As more and more digital contents get added to SDLs, it becomes difficult to
explore their contents effectively. Most of them offer simple search, browse and in
some cases, recommendation services. Although keyword and faceted search are
common, semantic search (e.g., using machine learning (Xiong et al., 2017)) is
gradually being introduced in digital libraries. Multimodal search, though rare today,
is also likely to become prevalent in near future.
Given the issues of big data, it is important to have sophisticated tools beyond
search to explore the repositories and discover knowledge from them. We identify
the following three categories of emerging applications that we believe can enhance
the usability of SDLs: information visualization, impact measurement, and
recommendation services.
Recommendation services are present in some digital libraries like IEEE Xplore
and Scopus; they are absent in arXiv and many other libraries. They offer a
personalized discovery mechanism for users guiding them in the wilderness of big
data. Hence, they are very useful and are likely to be more popular in future.

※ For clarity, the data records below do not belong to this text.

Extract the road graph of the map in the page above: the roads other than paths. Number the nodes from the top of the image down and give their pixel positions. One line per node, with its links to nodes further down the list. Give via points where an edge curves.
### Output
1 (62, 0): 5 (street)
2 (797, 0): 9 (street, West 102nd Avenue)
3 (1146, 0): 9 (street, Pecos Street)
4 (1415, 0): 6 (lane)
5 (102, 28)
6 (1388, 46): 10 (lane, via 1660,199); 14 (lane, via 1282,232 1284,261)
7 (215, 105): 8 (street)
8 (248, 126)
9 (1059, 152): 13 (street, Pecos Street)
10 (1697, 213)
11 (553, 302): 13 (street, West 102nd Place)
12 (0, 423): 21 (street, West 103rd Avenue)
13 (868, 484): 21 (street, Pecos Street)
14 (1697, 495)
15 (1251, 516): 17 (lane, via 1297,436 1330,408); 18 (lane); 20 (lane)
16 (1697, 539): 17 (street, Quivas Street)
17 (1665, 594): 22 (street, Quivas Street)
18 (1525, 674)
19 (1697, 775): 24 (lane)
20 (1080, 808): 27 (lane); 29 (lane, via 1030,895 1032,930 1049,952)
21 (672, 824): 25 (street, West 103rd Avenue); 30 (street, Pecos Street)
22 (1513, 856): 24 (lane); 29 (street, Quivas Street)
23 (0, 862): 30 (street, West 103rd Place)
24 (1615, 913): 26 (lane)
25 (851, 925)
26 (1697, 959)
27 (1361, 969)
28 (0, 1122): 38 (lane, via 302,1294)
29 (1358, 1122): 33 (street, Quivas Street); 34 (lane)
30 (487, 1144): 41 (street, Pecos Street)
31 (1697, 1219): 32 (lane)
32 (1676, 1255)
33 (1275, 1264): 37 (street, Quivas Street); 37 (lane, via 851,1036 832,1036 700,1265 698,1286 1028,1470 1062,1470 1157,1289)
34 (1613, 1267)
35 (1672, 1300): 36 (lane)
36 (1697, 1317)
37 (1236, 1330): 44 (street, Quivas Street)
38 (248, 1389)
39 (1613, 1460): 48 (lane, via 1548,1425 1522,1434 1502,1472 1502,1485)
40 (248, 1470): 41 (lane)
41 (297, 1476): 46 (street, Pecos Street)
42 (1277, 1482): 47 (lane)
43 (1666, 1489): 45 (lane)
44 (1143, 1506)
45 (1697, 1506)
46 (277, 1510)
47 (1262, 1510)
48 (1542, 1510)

Measuring the impact of different venues and using them to rank the search results is
also important as the number of venues is growing very fast. It helps users identify
the results published in the top-tier venues and hence, presumably, the most
significant ones. Although many commercial search engines like Google Scholar
display citation data, they are hardly found in SDLs like NDLI. For large digital
libraries, it is beneficial if users can visually examine the contents at a certain level
of abstraction. This helps them understand whether the source will satisfy her
information needs. Again, most SDLs like IEEE Xplore, arXiv and NDLI do not
support it. Thus, these applications are not widely implemented despite their
potential benefit. There is also a lack of consensus on the best approach to each of
them. As big scholarly data make their presence more prominent, they will become
ever more important. These three categories capture a large gamut of potential tools
for SDLs. We survey these applications and highlight the existing issues in them.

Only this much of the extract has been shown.